Collected data entries:
Content starts

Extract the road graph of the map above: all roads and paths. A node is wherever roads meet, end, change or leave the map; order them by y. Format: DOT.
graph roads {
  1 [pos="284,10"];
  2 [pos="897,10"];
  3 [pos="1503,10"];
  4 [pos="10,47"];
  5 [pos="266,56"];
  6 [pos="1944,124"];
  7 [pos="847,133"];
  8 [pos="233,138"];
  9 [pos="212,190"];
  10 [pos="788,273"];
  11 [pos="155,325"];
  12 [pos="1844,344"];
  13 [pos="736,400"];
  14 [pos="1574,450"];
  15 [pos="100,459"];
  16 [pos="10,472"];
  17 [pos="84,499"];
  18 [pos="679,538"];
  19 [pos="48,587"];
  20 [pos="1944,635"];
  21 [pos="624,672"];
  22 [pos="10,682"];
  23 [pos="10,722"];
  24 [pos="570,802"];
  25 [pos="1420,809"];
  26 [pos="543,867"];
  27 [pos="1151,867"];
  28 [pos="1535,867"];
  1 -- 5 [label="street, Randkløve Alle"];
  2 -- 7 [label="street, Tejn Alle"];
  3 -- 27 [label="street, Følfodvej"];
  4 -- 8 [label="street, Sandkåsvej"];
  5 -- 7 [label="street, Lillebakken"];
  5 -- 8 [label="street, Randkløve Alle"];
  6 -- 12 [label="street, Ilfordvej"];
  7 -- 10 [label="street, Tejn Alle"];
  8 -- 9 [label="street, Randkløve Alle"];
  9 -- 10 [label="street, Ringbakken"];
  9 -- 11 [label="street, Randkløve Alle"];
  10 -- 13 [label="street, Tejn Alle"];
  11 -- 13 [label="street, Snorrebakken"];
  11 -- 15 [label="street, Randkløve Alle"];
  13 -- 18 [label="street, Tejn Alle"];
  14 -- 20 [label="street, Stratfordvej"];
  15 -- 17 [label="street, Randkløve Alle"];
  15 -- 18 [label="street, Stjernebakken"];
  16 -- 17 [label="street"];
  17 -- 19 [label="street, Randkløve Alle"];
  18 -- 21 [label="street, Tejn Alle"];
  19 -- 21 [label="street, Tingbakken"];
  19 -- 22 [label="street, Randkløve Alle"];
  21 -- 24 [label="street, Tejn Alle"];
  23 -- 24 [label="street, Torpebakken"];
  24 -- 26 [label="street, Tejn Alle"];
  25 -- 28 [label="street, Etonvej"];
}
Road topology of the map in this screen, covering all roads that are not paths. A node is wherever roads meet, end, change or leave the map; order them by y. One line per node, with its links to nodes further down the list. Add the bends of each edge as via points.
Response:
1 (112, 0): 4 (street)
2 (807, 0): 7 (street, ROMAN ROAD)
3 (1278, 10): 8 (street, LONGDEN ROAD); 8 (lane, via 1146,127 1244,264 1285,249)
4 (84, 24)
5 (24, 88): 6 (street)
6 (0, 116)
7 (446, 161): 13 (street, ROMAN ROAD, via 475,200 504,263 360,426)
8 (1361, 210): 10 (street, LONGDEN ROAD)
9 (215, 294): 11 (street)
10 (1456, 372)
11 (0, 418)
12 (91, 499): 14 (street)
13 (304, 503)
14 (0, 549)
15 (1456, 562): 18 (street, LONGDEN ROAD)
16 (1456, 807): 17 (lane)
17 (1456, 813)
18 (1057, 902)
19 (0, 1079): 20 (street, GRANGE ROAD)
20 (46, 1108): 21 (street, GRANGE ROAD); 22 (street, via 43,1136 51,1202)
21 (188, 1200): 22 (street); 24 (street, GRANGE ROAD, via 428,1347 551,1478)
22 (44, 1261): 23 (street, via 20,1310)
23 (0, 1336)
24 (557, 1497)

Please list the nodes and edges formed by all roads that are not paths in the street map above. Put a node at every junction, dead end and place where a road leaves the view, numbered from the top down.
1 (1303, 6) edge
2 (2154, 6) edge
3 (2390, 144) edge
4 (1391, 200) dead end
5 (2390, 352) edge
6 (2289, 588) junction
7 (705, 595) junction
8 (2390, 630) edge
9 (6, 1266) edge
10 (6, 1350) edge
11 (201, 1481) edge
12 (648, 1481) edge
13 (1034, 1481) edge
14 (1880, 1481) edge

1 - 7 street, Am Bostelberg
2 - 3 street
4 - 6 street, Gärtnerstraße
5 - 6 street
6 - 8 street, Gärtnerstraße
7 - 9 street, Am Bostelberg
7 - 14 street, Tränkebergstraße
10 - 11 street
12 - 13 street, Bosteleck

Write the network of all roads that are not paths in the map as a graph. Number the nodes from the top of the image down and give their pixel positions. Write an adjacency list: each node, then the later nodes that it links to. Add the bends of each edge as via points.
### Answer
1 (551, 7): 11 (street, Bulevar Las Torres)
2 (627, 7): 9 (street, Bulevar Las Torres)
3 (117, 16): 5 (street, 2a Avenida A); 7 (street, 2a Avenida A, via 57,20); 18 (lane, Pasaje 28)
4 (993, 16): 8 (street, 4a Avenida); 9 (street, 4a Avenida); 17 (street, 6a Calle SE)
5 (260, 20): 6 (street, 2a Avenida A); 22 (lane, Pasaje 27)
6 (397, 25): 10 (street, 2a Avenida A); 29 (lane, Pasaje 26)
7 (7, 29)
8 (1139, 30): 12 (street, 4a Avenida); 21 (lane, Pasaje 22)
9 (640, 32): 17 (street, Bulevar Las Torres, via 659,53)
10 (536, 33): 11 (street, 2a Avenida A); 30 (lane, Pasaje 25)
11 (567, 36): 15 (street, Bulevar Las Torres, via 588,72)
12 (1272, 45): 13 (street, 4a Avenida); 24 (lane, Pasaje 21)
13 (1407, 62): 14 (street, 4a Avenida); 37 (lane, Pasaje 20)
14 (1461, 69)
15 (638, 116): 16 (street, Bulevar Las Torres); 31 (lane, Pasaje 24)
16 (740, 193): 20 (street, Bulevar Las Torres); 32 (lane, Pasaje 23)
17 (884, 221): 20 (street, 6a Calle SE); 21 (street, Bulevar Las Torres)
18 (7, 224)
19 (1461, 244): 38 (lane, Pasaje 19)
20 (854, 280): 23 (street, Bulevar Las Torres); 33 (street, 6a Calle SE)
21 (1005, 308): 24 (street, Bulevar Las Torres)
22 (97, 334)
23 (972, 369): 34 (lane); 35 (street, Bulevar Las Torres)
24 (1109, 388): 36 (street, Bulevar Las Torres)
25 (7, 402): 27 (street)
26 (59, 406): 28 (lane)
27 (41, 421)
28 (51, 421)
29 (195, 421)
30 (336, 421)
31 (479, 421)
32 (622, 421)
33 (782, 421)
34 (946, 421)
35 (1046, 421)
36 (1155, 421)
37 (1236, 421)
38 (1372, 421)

Content ends

- Task requirements -
A bare number is all that is asked for: the count of lines above that include "meet".

- Result of this task -
2